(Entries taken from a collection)

- - -

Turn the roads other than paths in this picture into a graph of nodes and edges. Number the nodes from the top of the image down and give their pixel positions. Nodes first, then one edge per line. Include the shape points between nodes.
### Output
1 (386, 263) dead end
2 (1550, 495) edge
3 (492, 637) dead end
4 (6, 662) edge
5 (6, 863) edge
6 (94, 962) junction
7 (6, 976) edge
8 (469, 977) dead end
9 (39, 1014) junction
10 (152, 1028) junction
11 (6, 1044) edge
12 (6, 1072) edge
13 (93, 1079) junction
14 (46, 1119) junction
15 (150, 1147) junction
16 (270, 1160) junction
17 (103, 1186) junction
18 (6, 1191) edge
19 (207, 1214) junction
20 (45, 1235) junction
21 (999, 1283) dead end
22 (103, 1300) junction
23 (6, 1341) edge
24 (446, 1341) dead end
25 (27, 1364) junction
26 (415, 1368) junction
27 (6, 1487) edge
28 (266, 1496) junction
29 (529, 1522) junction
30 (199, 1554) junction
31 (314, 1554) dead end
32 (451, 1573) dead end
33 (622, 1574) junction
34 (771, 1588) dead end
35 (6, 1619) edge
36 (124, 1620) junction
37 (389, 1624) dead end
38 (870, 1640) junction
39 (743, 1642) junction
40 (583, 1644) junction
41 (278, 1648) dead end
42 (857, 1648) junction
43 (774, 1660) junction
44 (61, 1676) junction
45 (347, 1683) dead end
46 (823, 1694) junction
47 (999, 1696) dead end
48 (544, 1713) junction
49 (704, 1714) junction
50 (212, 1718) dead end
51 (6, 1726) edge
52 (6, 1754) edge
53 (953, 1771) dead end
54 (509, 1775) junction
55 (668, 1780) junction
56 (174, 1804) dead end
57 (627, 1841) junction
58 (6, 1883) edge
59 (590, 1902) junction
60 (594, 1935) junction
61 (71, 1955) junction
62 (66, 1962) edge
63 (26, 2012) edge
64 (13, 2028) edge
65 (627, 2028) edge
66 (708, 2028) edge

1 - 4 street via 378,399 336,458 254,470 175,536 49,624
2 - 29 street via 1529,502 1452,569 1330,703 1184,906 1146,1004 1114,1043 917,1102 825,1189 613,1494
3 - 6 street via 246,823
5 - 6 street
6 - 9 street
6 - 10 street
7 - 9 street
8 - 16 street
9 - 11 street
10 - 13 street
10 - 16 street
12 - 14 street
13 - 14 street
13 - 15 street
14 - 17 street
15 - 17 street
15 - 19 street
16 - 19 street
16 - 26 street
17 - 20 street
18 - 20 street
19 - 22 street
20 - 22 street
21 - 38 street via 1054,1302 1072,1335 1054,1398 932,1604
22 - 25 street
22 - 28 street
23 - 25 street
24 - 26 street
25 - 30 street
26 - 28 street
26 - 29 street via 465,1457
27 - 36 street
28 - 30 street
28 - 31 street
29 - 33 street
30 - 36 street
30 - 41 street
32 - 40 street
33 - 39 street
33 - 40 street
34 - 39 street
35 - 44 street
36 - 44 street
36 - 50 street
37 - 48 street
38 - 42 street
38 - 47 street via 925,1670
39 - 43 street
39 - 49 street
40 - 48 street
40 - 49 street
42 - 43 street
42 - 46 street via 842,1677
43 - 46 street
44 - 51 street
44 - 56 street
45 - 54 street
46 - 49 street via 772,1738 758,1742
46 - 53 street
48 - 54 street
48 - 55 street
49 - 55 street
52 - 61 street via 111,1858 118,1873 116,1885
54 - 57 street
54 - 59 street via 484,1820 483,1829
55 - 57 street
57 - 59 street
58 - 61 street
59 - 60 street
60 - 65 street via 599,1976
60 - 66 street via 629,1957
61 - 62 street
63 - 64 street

- - -

[EXERCISE GOAL]
Each entry should be duplicated exactly as it was given.

[ANSWER FOR THE TASK]
Turn the roads other than paths in this picture into a graph of nodes and edges. Number the nodes from the top of the image down and give their pixel positions. Nodes first, then one edge per line. Include the shape points between nodes.
### Output
1 (386, 263) dead end
2 (1550, 495) edge
3 (492, 637) dead end
4 (6, 662) edge
5 (6, 863) edge
6 (94, 962) junction
7 (6, 976) edge
8 (469, 977) dead end
9 (39, 1014) junction
10 (152, 1028) junction
11 (6, 1044) edge
12 (6, 1072) edge
13 (93, 1079) junction
14 (46, 1119) junction
15 (150, 1147) junction
16 (270, 1160) junction
17 (103, 1186) junction
18 (6, 1191) edge
19 (207, 1214) junction
20 (45, 1235) junction
21 (999, 1283) dead end
22 (103, 1300) junction
23 (6, 1341) edge
24 (446, 1341) dead end
25 (27, 1364) junction
26 (415, 1368) junction
27 (6, 1487) edge
28 (266, 1496) junction
29 (529, 1522) junction
30 (199, 1554) junction
31 (314, 1554) dead end
32 (451, 1573) dead end
33 (622, 1574) junction
34 (771, 1588) dead end
35 (6, 1619) edge
36 (124, 1620) junction
37 (389, 1624) dead end
38 (870, 1640) junction
39 (743, 1642) junction
40 (583, 1644) junction
41 (278, 1648) dead end
42 (857, 1648) junction
43 (774, 1660) junction
44 (61, 1676) junction
45 (347, 1683) dead end
46 (823, 1694) junction
47 (999, 1696) dead end
48 (544, 1713) junction
49 (704, 1714) junction
50 (212, 1718) dead end
51 (6, 1726) edge
52 (6, 1754) edge
53 (953, 1771) dead end
54 (509, 1775) junction
55 (668, 1780) junction
56 (174, 1804) dead end
57 (627, 1841) junction
58 (6, 1883) edge
59 (590, 1902) junction
60 (594, 1935) junction
61 (71, 1955) junction
62 (66, 1962) edge
63 (26, 2012) edge
64 (13, 2028) edge
65 (627, 2028) edge
66 (708, 2028) edge

1 - 4 street via 378,399 336,458 254,470 175,536 49,624
2 - 29 street via 1529,502 1452,569 1330,703 1184,906 1146,1004 1114,1043 917,1102 825,1189 613,1494
3 - 6 street via 246,823
5 - 6 street
6 - 9 street
6 - 10 street
7 - 9 street
8 - 16 street
9 - 11 street
10 - 13 street
10 - 16 street
12 - 14 street
13 - 14 street
13 - 15 street
14 - 17 street
15 - 17 street
15 - 19 street
16 - 19 street
16 - 26 street
17 - 20 street
18 - 20 street
19 - 22 street
20 - 22 street
21 - 38 street via 1054,1302 1072,1335 1054,1398 932,1604
22 - 25 street
22 - 28 street
23 - 25 street
24 - 26 street
25 - 30 street
26 - 28 street
26 - 29 street via 465,1457
27 - 36 street
28 - 30 street
28 - 31 street
29 - 33 street
30 - 36 street
30 - 41 street
32 - 40 street
33 - 39 street
33 - 40 street
34 - 39 street
35 - 44 street
36 - 44 street
36 - 50 street
37 - 48 street
38 - 42 street
38 - 47 street via 925,1670
39 - 43 street
39 - 49 street
40 - 48 street
40 - 49 street
42 - 43 street
42 - 46 street via 842,1677
43 - 46 street
44 - 51 street
44 - 56 street
45 - 54 street
46 - 49 street via 772,1738 758,1742
46 - 53 street
48 - 54 street
48 - 55 street
49 - 55 street
52 - 61 street via 111,1858 118,1873 116,1885
54 - 57 street
54 - 59 street via 484,1820 483,1829
55 - 57 street
57 - 59 street
58 - 61 street
59 - 60 street
60 - 65 street via 599,1976
60 - 66 street via 629,1957
61 - 62 street
63 - 64 street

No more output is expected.